「キャッチフレーズは商標登録すべきか?」
といったご質問を受けることがあります。
ちなみに、商標を特許庁に出願すると、特許庁の審査官が審査するわけですが、「商標審査基準」というものに基づいて審査が行われます。
商標審査基準によりますと、
「キャッチフレーズは、原則として、商標登録されない」
という趣旨のことが書いてあります。
「じゃ、キャッチフレーズは他の人に商標登録される心配がないから、どんなキャッチフレーズを使っても大丈夫だね。」
実はそうもなかなかいかないんです。
「原則として」
が厄介ですね。
先程の商標審査基準の記載、違う言い方をすれば
「キャッチフレーズは、例外的に、商標登録されることがある」
となりますね。
では、「例外」は、どのような場合か?
商標審査基準で原則キャッチフレーズを商標登録しないとしているのは、キャッチフレーズを見ても、そのキャッチフレーズが付された商品・サービスは誰が提供したものか区別できないと考えたからです。

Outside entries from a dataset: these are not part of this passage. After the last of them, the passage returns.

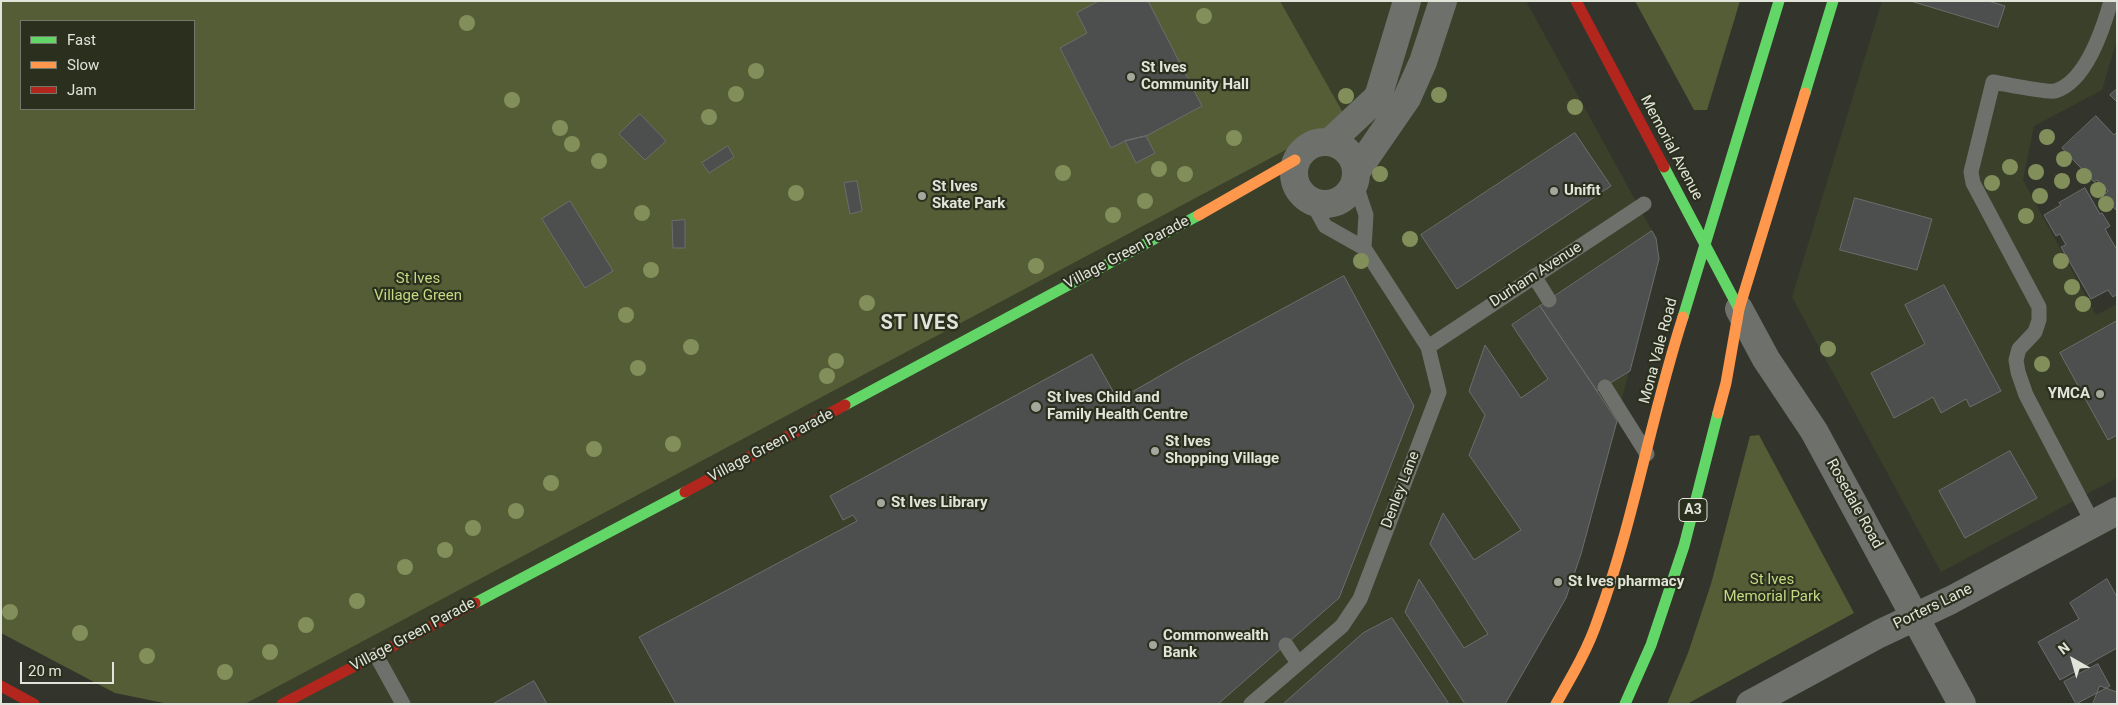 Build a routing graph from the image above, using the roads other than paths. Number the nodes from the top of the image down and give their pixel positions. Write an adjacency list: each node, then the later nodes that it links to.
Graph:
1 (1407, 1): 7 (street)
2 (1443, 1): 9 (street)
3 (1576, 1): 13 (main road, Memorial Avenue)
4 (1779, 1): 13 (main road, Mona Vale Road)
5 (1833, 1): 17 (main road, A3)
6 (2111, 1): 21 (lane)
7 (1331, 141): 8 (street); 9 (street)
8 (1296, 160): 10 (main road, Village Green Parade); 11 (street)
9 (1356, 177): 11 (street); 14 (lane)
10 (1258, 184): 11 (street); 24 (main road, Village Green Parade)
11 (1305, 195): 14 (lane, Denley Lane)
12 (1644, 204): 15 (lane, Durham Avenue)
13 (1706, 246): 17 (main road, Memorial Avenue); 20 (main road, Mona Vale Road)
14 (1364, 248): 18 (lane, Denley Lane)
15 (1534, 276): 16 (lane); 18 (lane, Durham Avenue)
16 (1549, 300)
17 (1739, 309): 22 (street, Rosedale Road); 32 (main road, A3)
18 (1428, 347): 25 (lane, Denley Lane)
19 (1605, 387): 20 (lane)
20 (1647, 454): 31 (main road, Mona Vale Road)
21 (2105, 517): 22 (street, Porters Lane)
22 (1916, 617): 33 (street, Porters Lane); 34 (street, Rosedale Road)
23 (1286, 645): 25 (lane)
24 (376, 656): 28 (main road, Village Green Parade); 29 (lane)
25 (1298, 663): 30 (lane, Denley Lane)
26 (1, 686): 27 (main road)
27 (34, 704)
28 (282, 704)
29 (403, 704)
30 (1251, 704)
31 (1556, 704)
32 (1625, 704)
33 (1750, 704)
34 (1962, 704) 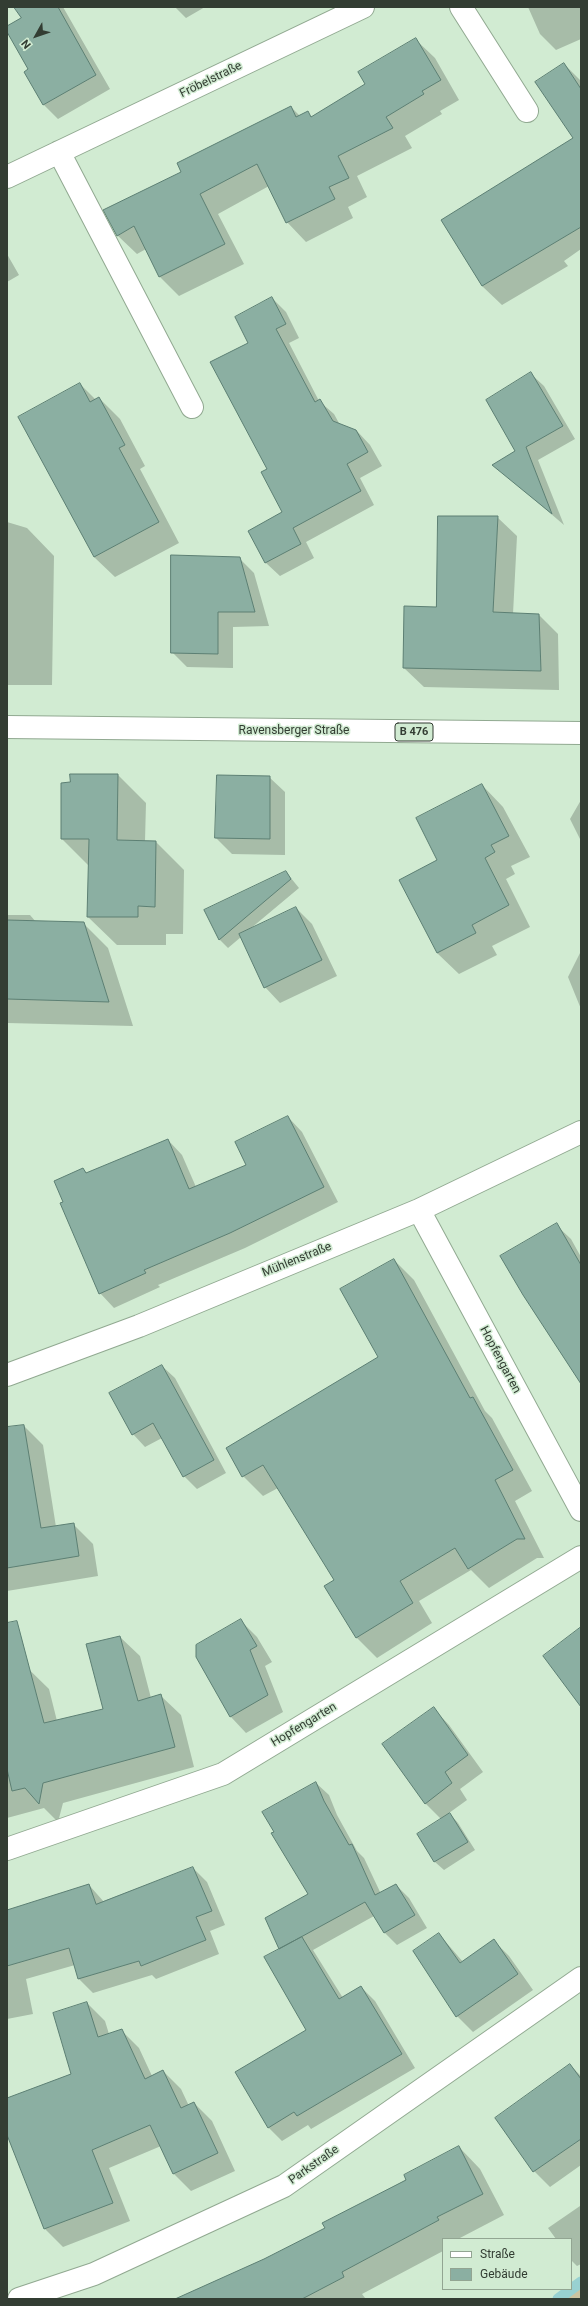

なので、キャッチフレーズが付された商品・サービスを見て、それが誰が提供しているものかが区別できるようであれば商標登録される、ということになります。例えば、大企業がテレビCMで大々的に、キャッチフレーズを使っていれば、そのキャッチフレーズが付いた商品・サービスはその大企業が提供するものだとわかりますので、そのキャッチフレーズは、他の要件を満たしていれば商標登録されます。
そもそも「キャッチフレーズ」の定義もあいまいです。
単語を2つ、3つ並べた場合、それはキャッチフレーズなのかよくわからない場合もあります。
結論として、中小企業としては、「キャッチフレーズらしきものであっても商標登録される可能性はあるので、商標の調査・出願を行うなど慎重な対応が必要です。」